У охранника был пистолет, висел в кожаной кобуре, но он не сделал попытки дотронуться до оружия. Он жалел меня, – подлизу, брата, берег меня, хотя мог свернуть мне шею как цыпленку, голыми руками. Со мной надлежало обращаться особым образом. Второй охранник немедленно кинулся к входной двери и закрыл ее на тяжелую латунную задвижку. Очевидно, я был не первым спятившим фрагрантом, вламывавшимся в мэрию, и эта парочка действовала по особой инструкции. Стекла были зеркальными, и вряд ли кто-то с улицы мог увидеть, что происходит в небольшом пропускном пункте. Мы решали внутренние проблемы подлиз. Вернее, должны были решить…
Охранник шагнул ко мне, и я ударил его сумкой, выглядевшей безобидно. Ударил тяжело, настолько сильно, что сам испугался – не убил ли… Ничего, подлизы живучие. Хрястнул с размаху по лицу – все боксерские черты разом оплыли, и парень рухнул на пол гранитным монолитом, воткнувшись затылком в деревянную стойку. Второй охранник что-то заорал, потянулся за пистолетом… Поздно. Я перемахнул через примитивную никелированную вертушку и метнулся в коридор, налево, в спринтерском стиле преодолел тридцать метров и свернул на лестницу.
Вот, значит, зачем я бегал по лесу по вечерам. Не зря тренировался.
Я никогда не был на приеме у Ганса, но отлично представлял, где находится приемная градоначальника, потому что год назад ходил утрясать какой-то больничный вопрос вместе с главврачом Серафимычем. Было это еще во времена Житника, мы топтались в коридоре три часа, прежде чем нас соизволили допустить до мэра, хотя записаны были заблаговременно. В общем, было время изучить интерьер и запомнить обстановку. Вопрос, естественно, не решили – Житник пообещал сделать все возможно, и, кто бы сомневался, не сделал ничего. Обстановка такая: третий этаж четырехэтажного здания, левое крыло, лестничные пролеты и все коридоры застланы широкими зелеными коврами.
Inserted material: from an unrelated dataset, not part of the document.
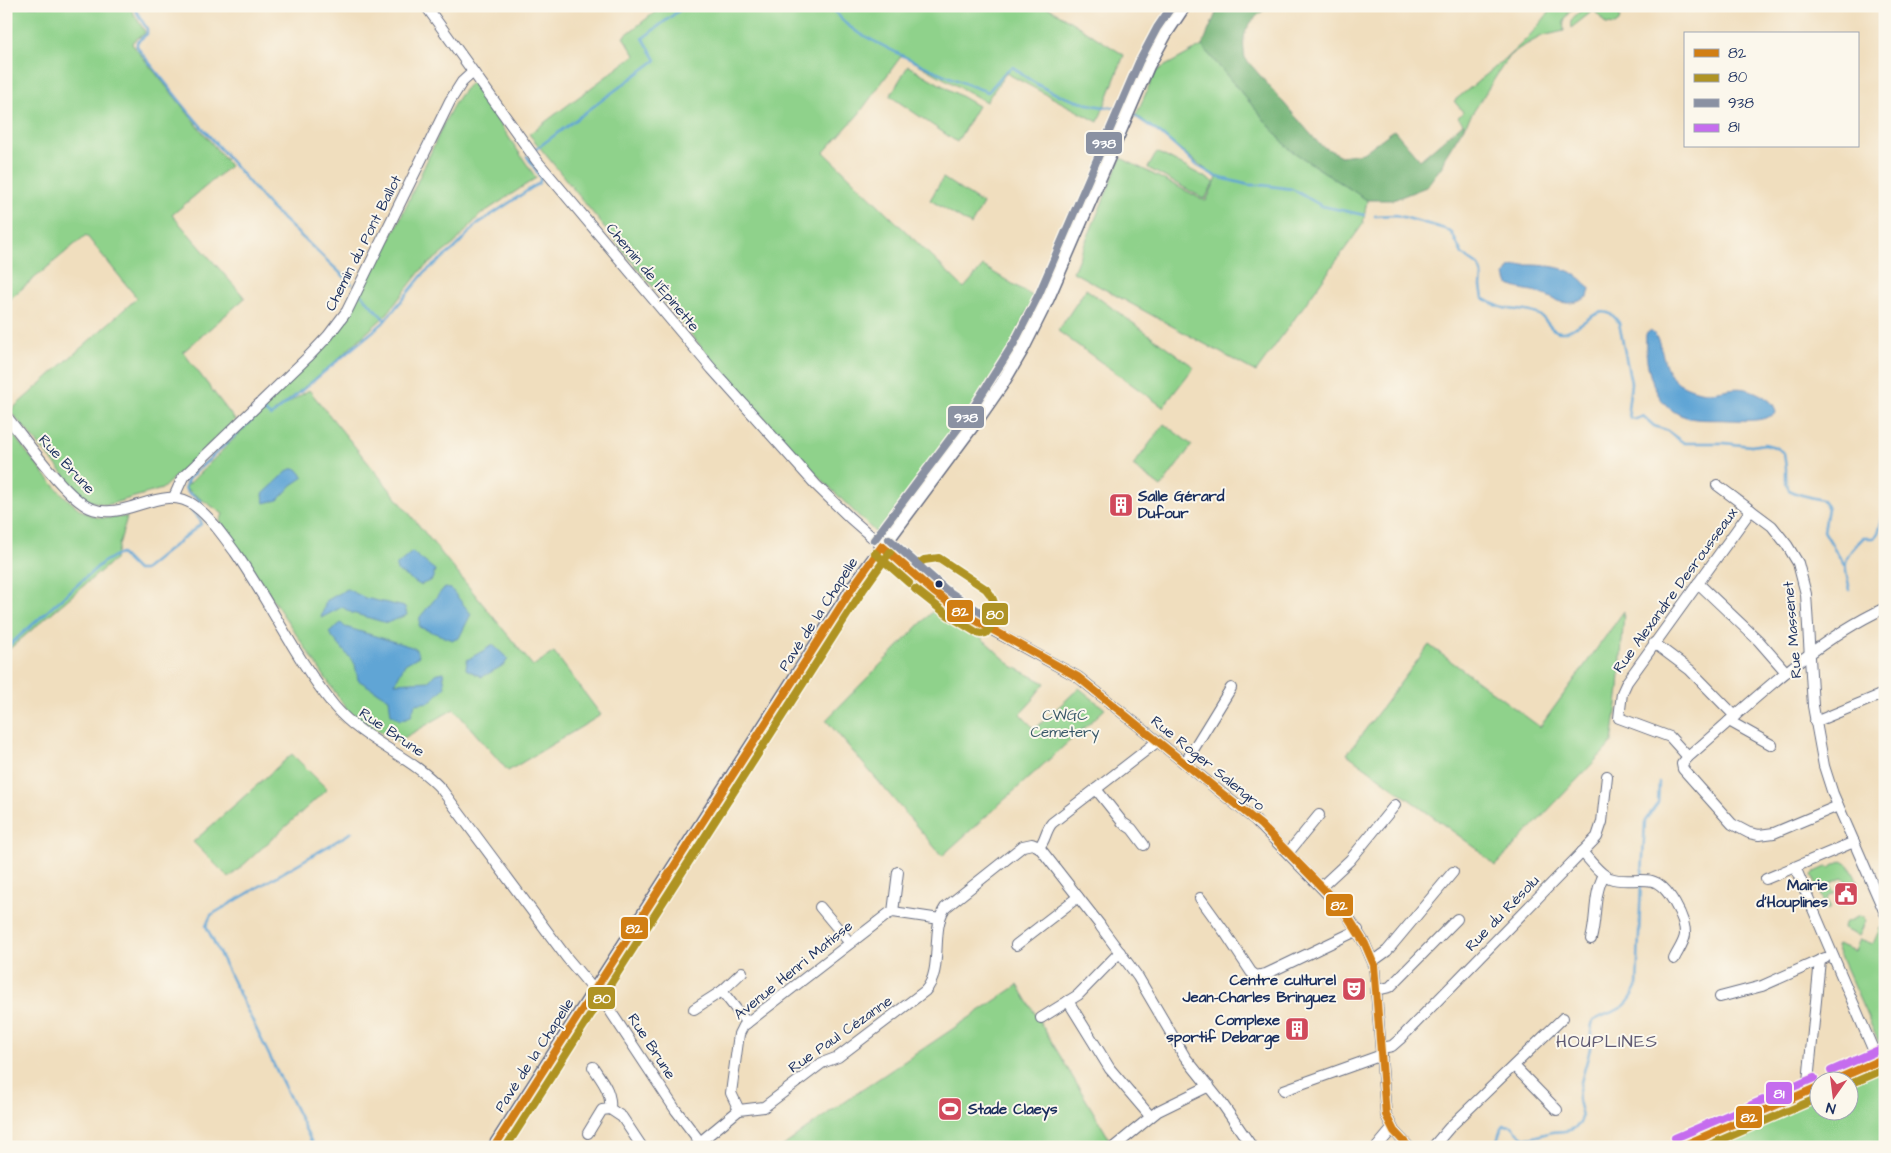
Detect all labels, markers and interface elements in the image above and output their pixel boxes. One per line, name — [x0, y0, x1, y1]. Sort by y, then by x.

Это хорошо – не споткнешься на бегу.
Я покинул лестницу и побежал по коридору. По пути попадалось ужасно много народа, я бежал и расталкивал людей руками, и ручаюсь, что большая часть из них не удержалась на ногах и отбила себе мягкие места. Прошу прощения, я не со зла, просто спешил…
И вдруг я увидел Сазонова.
В его кабинет я не попал бы никогда. Не думаю, что бодигардия состояла там всего лишь из двух растяп, подобных обиженных мною на входе – по части личной охраны Ганс всегда был на высоте. Случилось так, что мэр выходил из кабинета, разговаривая сразу с несколькими людьми – судя по хорошим костюмам, с высокопоставленными чиновниками. Ганс задержался в коридоре, стоял ко мне спиной, но я узнал его по спортивной фигуре и лысому, блестящему в свете ламп затылку. Через несколько секунд я уронил вокруг себя всех оставшихся посетителей мэрии, сделал последний прыжок к Сазонову, обхватил его спереди рукою, вцепившись в лацканы пиджака, а угол кейса воткнул между лопаток, имитируя некое оружие – то ли пистолет, то ли гранотомет, то ли еще что помощнее, вроде атомной бомбы.
– Иван Алексеич, – просипел я с большим трудом, поскольку в горле совершенно пересохло от бега, – поговорить нужно! Пройдемте в кабинет! И прошу вас, не делайте резких движений, могу выстрелить…
Наступила всеобщая тишина – все в коридоре замерли, а чиновники в костюмах дружно побледнели. Тишину прервал Ганс – громко втянул воздух ноздрями и чихнул.
Думаю, он понял про меня все. То, что я напился, и что именно пил, и даже какая энциклопедия лежит в моем кейсе. Он не был суперменом, вовсе нет. Просто натренированные фрагранты настолько превосходят в обонянии обычных людей, насколько обычные люди превосходят кротов в зрении.
При этом к кротам – никаких претензий, они по-своему замечательны.
– Дима, Дима… – произнес мэр ласково, почти нежно. – Тебя же простили не приходить сюда! Родион и Женя умоляли тебя! А ты что делаешь? Напился с утра, как свинья… Ты же знаешь, что тебе нельзя пить! Зачем ты гробишь себя, зачем? Уберите его, у него нет оружия…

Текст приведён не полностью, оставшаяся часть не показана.